__Aim of the exercise__
Give back every record below word for word, with the pictures omitted.

__Extracted material__

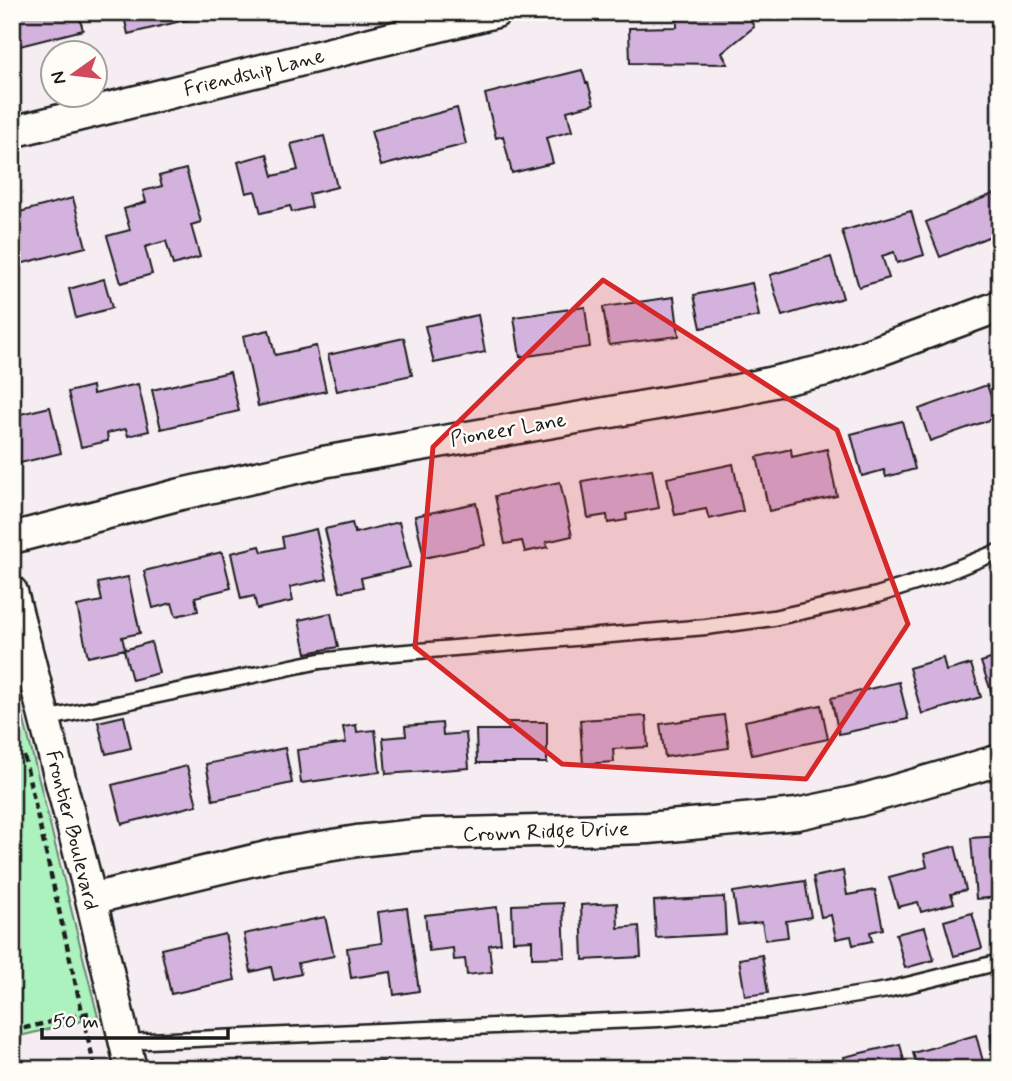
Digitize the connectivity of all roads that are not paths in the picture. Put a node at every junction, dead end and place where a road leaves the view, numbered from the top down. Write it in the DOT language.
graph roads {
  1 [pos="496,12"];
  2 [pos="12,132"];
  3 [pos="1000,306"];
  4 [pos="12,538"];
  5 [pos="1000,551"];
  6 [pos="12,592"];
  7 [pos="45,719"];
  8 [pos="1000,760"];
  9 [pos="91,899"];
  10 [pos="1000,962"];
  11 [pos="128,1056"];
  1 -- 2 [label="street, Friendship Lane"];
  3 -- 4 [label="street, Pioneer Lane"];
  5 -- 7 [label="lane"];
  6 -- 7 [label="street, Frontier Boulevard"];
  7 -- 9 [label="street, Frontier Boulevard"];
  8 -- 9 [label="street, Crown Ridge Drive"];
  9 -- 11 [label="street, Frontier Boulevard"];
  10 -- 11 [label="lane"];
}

__Result for this task__
Digitize the connectivity of all roads that are not paths in the picture. Put a node at every junction, dead end and place where a road leaves the view, numbered from the top down. Write it in the DOT language.
graph roads {
  1 [pos="496,12"];
  2 [pos="12,132"];
  3 [pos="1000,306"];
  4 [pos="12,538"];
  5 [pos="1000,551"];
  6 [pos="12,592"];
  7 [pos="45,719"];
  8 [pos="1000,760"];
  9 [pos="91,899"];
  10 [pos="1000,962"];
  11 [pos="128,1056"];
  1 -- 2 [label="street, Friendship Lane"];
  3 -- 4 [label="street, Pioneer Lane"];
  5 -- 7 [label="lane"];
  6 -- 7 [label="street, Frontier Boulevard"];
  7 -- 9 [label="street, Frontier Boulevard"];
  8 -- 9 [label="street, Crown Ridge Drive"];
  9 -- 11 [label="street, Frontier Boulevard"];
  10 -- 11 [label="lane"];
}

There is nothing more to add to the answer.